- Task to complete
Lines with the word "Lakesend" are the answer; copy each of them from the data below.

- Data under study
%%

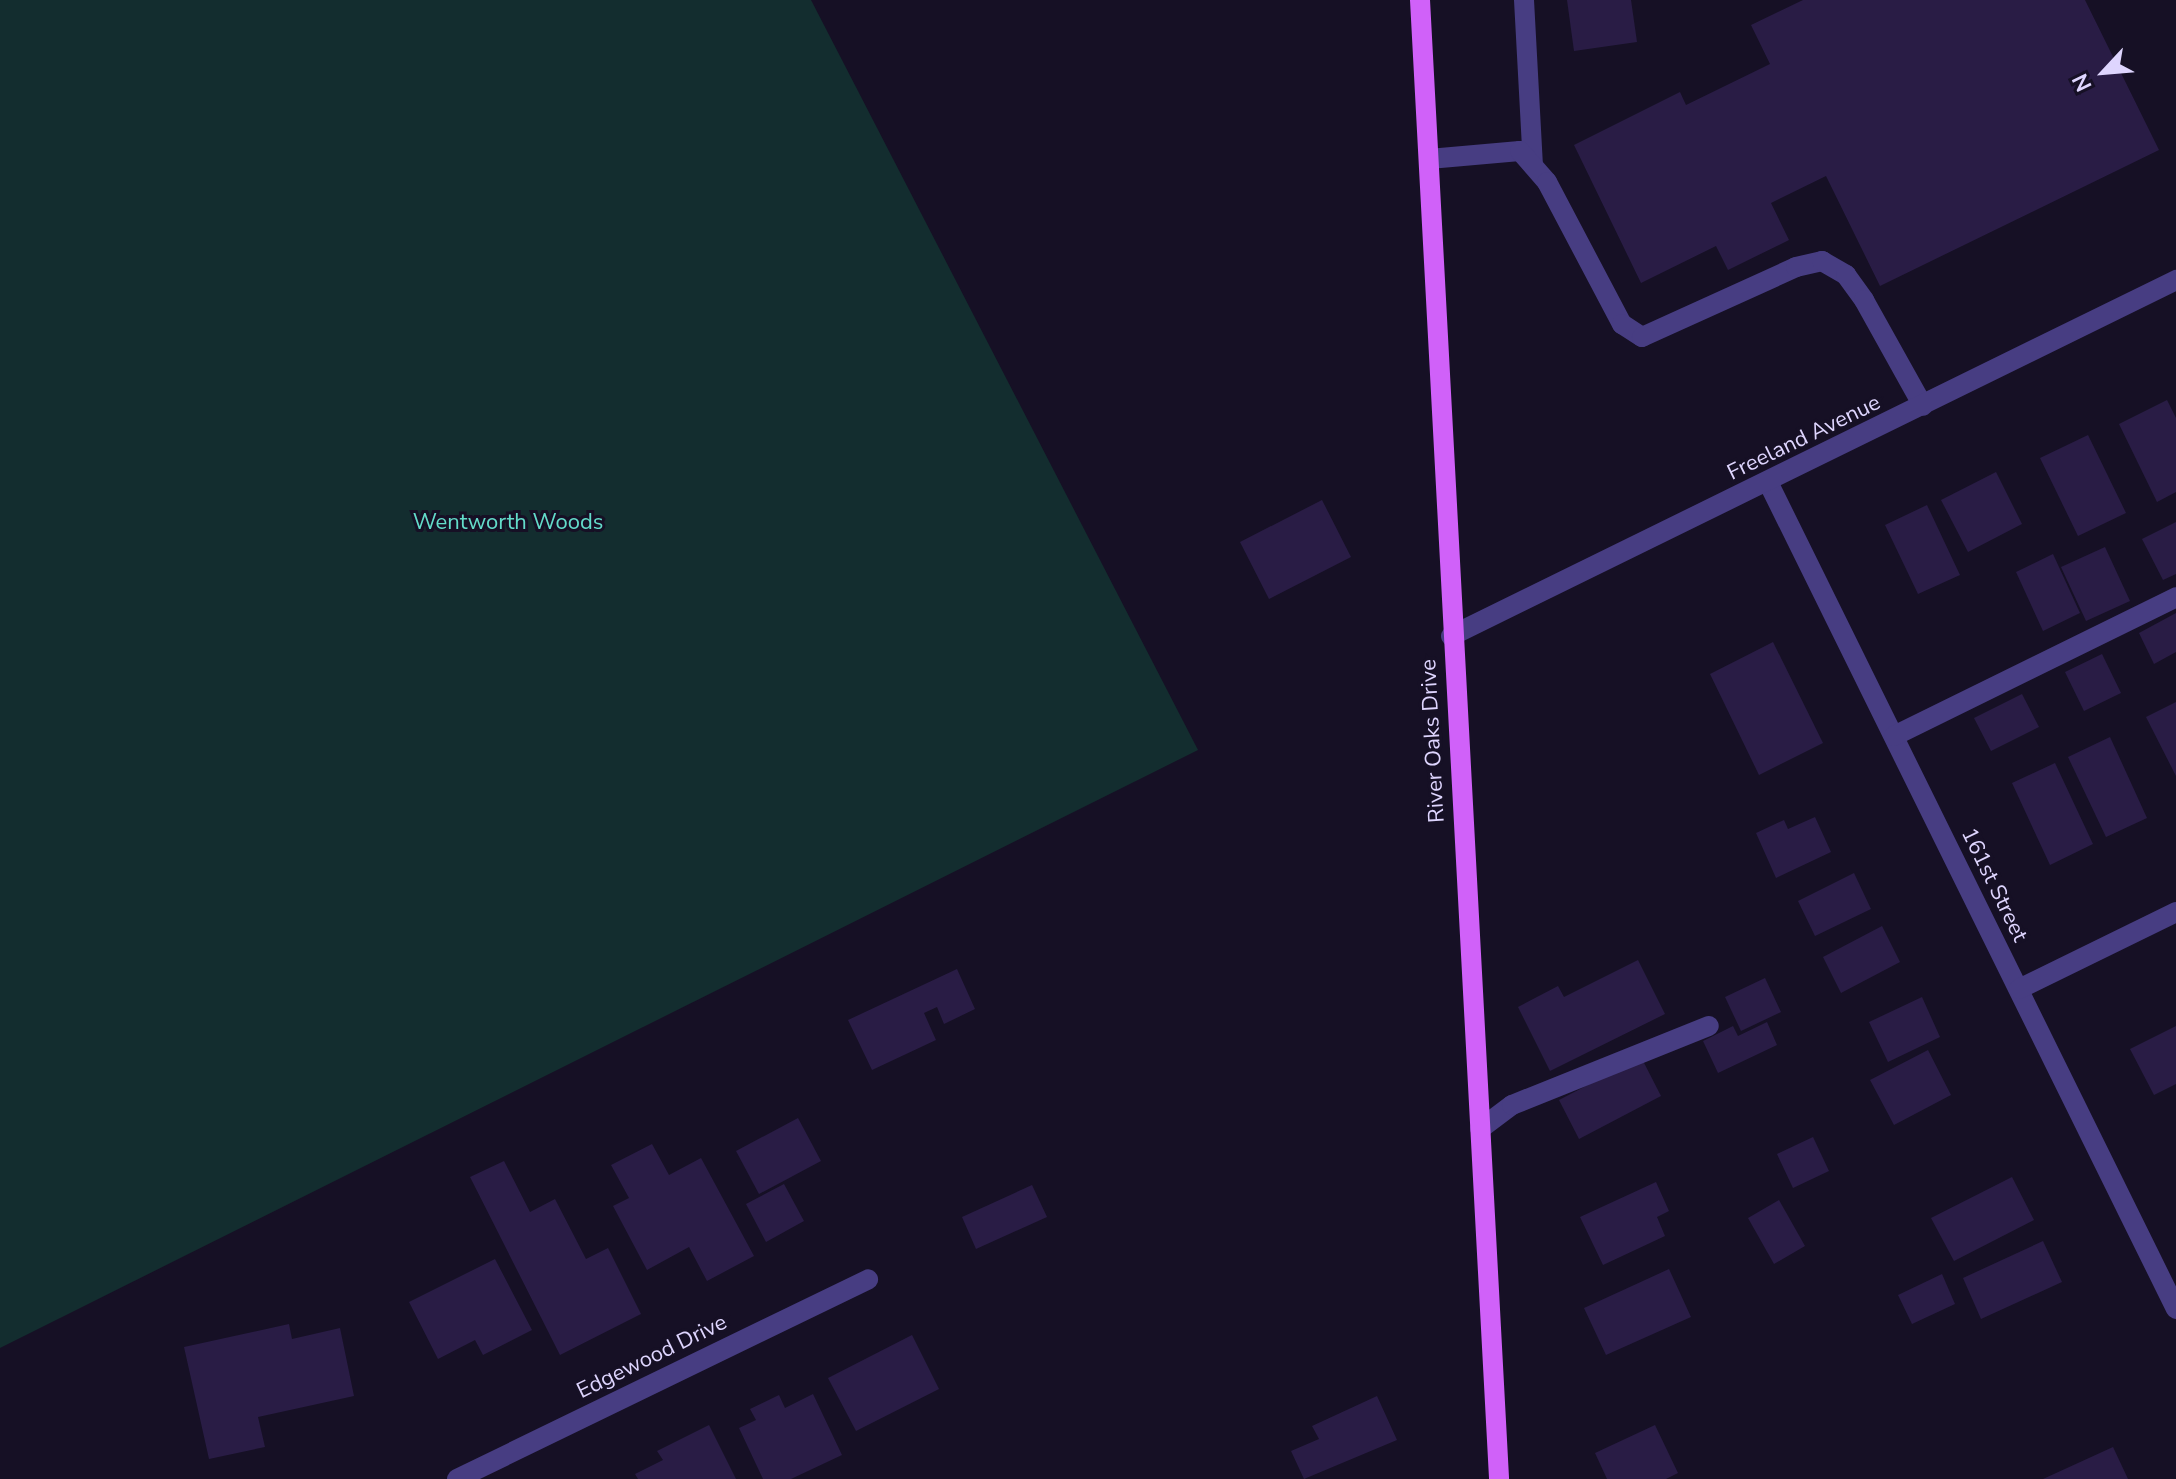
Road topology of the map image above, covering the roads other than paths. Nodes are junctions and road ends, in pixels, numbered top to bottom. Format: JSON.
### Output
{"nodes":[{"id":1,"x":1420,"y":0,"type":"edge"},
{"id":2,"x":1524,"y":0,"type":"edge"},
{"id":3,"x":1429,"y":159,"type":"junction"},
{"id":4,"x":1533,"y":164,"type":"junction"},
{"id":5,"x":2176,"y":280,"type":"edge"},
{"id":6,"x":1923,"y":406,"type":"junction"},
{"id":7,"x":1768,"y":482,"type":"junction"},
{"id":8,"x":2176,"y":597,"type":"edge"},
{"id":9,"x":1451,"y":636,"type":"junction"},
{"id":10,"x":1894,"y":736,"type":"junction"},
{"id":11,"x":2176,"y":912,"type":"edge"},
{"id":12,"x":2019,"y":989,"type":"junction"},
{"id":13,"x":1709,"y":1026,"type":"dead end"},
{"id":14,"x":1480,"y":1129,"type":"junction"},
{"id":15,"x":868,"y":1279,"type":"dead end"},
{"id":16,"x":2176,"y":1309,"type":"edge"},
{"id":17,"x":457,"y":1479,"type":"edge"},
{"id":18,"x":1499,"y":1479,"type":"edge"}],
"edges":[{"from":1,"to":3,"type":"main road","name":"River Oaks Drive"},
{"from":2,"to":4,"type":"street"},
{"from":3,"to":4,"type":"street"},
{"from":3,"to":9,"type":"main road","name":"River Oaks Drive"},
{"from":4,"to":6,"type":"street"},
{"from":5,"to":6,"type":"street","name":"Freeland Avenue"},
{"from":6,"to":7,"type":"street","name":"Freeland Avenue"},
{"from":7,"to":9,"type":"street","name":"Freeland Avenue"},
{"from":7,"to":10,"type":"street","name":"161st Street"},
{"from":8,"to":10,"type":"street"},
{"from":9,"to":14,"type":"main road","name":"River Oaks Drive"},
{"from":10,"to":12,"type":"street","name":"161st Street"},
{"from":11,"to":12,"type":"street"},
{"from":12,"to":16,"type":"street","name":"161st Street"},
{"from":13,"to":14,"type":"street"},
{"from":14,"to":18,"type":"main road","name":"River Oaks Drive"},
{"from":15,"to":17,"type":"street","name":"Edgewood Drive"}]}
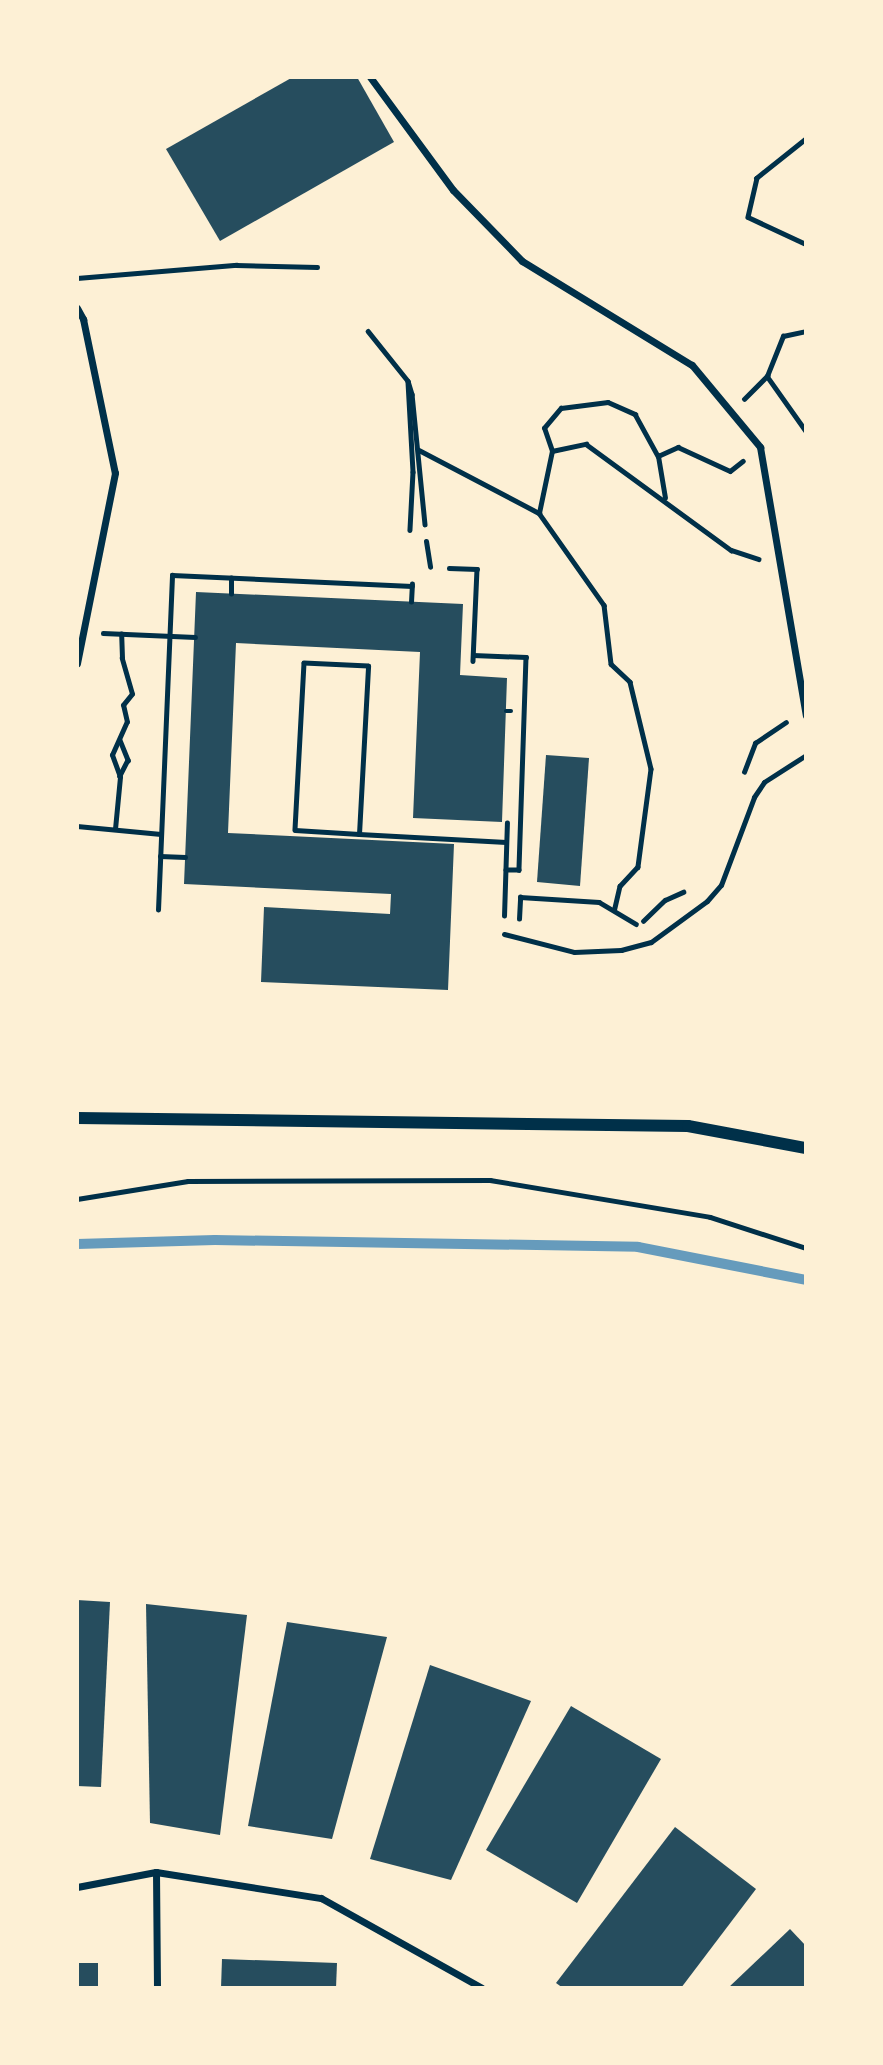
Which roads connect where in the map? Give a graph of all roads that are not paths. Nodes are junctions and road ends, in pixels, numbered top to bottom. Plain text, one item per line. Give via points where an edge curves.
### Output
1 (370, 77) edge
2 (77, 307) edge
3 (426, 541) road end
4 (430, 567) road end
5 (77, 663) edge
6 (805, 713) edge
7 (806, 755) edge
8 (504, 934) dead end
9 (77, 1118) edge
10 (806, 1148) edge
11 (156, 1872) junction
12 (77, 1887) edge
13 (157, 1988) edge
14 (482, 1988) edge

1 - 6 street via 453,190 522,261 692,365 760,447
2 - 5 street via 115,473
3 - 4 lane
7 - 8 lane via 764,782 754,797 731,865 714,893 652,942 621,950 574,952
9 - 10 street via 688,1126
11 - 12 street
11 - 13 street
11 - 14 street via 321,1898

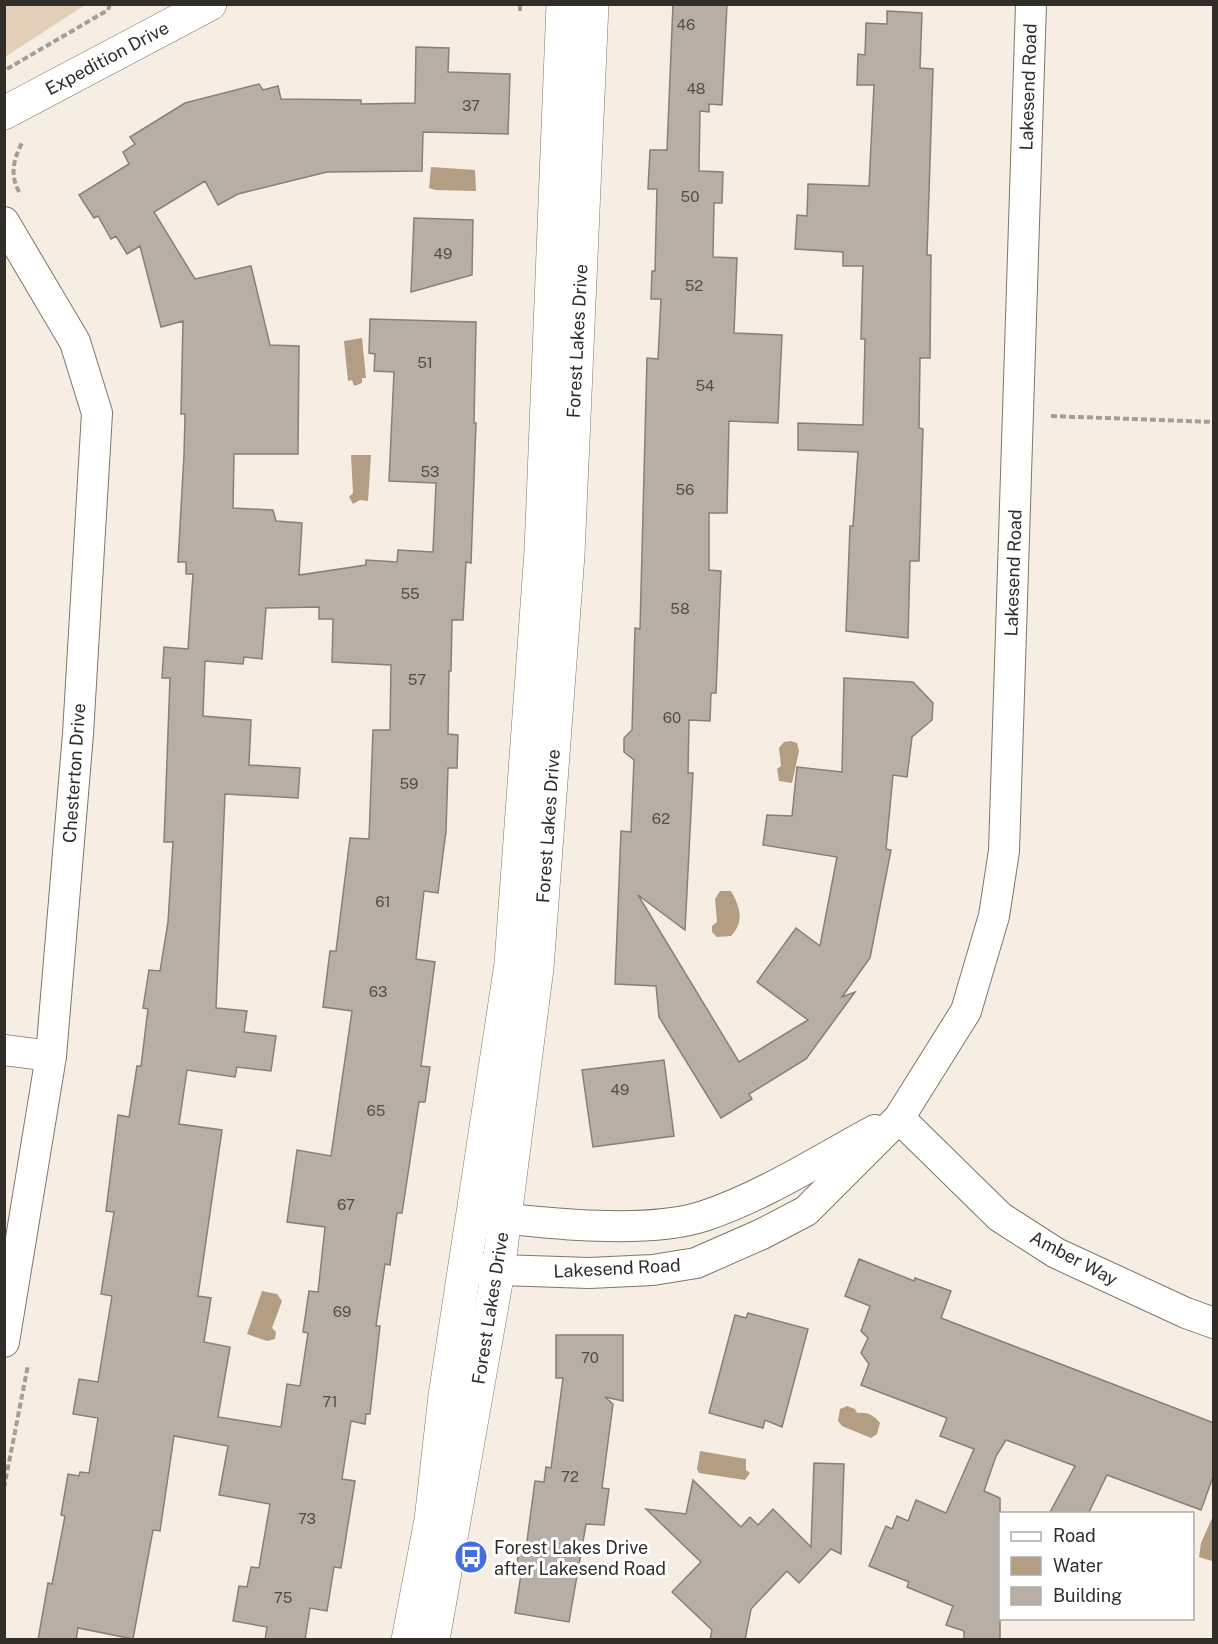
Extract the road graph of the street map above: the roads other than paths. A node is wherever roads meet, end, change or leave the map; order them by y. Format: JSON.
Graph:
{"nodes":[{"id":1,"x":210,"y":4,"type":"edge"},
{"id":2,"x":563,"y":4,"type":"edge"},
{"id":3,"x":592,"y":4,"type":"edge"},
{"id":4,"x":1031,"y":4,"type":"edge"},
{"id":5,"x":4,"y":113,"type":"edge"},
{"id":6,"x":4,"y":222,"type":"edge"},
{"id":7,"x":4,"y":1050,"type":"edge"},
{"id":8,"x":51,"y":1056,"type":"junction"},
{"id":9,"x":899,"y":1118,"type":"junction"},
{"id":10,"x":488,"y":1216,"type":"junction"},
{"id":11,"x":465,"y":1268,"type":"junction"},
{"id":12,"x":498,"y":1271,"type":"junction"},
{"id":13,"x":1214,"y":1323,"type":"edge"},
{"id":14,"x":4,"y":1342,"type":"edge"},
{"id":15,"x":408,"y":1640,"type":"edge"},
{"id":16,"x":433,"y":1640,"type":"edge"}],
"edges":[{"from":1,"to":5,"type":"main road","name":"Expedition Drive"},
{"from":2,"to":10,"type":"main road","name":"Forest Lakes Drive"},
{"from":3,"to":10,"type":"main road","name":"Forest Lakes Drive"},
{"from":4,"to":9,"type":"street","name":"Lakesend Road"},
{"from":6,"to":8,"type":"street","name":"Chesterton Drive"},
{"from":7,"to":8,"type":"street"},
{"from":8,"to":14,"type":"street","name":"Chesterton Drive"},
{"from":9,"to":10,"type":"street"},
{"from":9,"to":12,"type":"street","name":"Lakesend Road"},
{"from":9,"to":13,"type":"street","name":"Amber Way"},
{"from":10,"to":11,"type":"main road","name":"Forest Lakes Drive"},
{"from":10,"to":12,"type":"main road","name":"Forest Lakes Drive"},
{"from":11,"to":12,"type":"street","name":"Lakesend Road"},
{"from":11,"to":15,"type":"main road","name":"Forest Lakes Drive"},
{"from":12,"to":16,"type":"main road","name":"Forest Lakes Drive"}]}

%%

- Solution to this problem
{"from":4,"to":9,"type":"street","name":"Lakesend Road"},
{"from":9,"to":12,"type":"street","name":"Lakesend Road"},
{"from":11,"to":12,"type":"street","name":"Lakesend Road"},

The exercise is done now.